Die Auffassung des Klägers, wonach nunmehr keine finanzielle Notsituation der gesetzlichen Rentenversicherung mehr vorliege, der durch weitere Anwendung des verminderten Zugangsfaktors Rechnung getragen werden müsse, vermag der Senat im Hinblick auf die Ausführungen des BVerfG auch unter Berücksichtigung der mit dem RV-Leistungsverbesserungsgesetz zum 1. Juli 2014 eingeführten Änderungen nicht nachzuvollziehen. Mit der Absenkung des Zugangsfaktors bei Erwerbsminderungsrenten reagiert der Gesetzgeber auf die Verlängerung der Rentenbezugszeit und knüpft damit an einen Faktor an, der für die Finanzsituation kausal ist (BVerfG, a.a.O., Rn. 41). Eine Änderung ist insoweit nicht eingetreten.
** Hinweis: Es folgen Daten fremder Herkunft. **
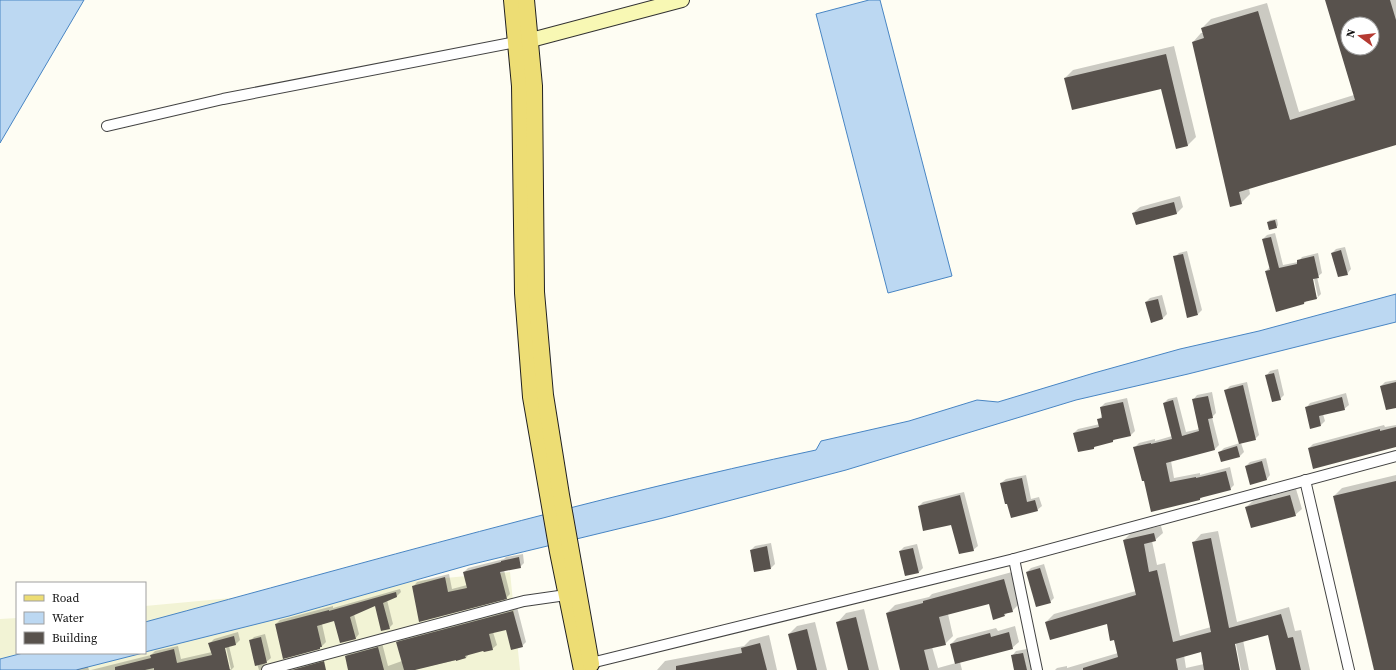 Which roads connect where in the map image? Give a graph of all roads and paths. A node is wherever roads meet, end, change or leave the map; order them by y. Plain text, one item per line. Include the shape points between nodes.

Soweit der Kläger auf die Ausführungen des BVerfG (a.a.O., Rn. 44) Bezug nimmt, der Gesetzgeber könne nicht darauf verwiesen werden, Einsparungen in anderen Bereichen des Rentenversicherungssystems zu erzielen, wird damit – wie die dortigen Rechtsprechungszitate zeigen – lediglich zum Ausdruck gebracht, dass die Auswahl des Mittels dem Gesetzgeber vorbehalten bleibt und es nicht Aufgabe des BVerfG ist, "bessere" Wege zu finden.

4. Die Kostenentscheidung beruht auf § 193 Abs. 1 Satz 1, Abs. 4 SGG.

5. Die Revision war nicht zuzulassen, da Gründe hierfür (vgl. § 160 Abs. 2 SGG) nicht vorliegen.